Sitting dead-eyed and empty in a historic portion of Kansas City, Missouri, the mouldering medieval-styled Kansas City Workhouse looks like it comes from a different time period on the outside, but the interior of the vacant hulk is covered in graffiti that belies its more modern origins.
The towered stone fortress on Vine Street was originally built back in 1897 and was actually referred to as the “workhouse castle.” The jail put its inmates to work for the local public works, the very first of which being the creation of the jail itself which was built by the first prisoners who mined the limestone building blocks right out of the ground. Prisoners in the jail tended to be petty offenders such as beggars and drunks from around the city. The medieval European design of the fortress was not only considered trendy at the time but it also gave the site an air of imposing authority.

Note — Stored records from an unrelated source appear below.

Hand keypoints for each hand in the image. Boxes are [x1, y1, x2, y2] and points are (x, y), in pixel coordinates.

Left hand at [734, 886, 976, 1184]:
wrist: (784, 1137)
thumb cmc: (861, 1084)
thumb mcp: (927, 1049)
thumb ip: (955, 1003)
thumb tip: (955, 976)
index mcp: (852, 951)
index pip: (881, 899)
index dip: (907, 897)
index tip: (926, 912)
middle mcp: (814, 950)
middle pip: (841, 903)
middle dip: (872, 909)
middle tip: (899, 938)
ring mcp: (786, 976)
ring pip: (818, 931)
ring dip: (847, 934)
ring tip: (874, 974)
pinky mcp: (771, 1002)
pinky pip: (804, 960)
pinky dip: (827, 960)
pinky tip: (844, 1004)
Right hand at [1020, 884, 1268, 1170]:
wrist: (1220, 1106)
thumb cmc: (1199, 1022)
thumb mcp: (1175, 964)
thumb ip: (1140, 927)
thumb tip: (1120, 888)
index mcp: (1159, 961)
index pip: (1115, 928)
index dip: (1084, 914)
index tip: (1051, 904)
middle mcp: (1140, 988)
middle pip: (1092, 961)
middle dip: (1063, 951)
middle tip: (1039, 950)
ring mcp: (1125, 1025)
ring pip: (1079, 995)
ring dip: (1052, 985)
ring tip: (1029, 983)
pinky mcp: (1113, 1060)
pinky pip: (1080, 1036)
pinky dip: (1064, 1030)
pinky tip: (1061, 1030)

After a few decades in operation the prison closed its doors for the first time, passing over to over a dozen new owners over the ensuing decades. It was not until 1972 that the castle was shuttered for the last time and it was abandoned.
Left empty, the crumbling structure began simply a local oddity sitting just off the street. Graffiti artists soon found their way in and began tagging up the walls. In recent years, plans have been put forth to turn the workhouse into a community center and venue, but nothing has begun yet. For now the walls remained decorated by the same minor offenders that would once have been incarcerated between them.
Know Before You Go
The Building is right on the street but is no longer accessible, please view from the street and do not trespass.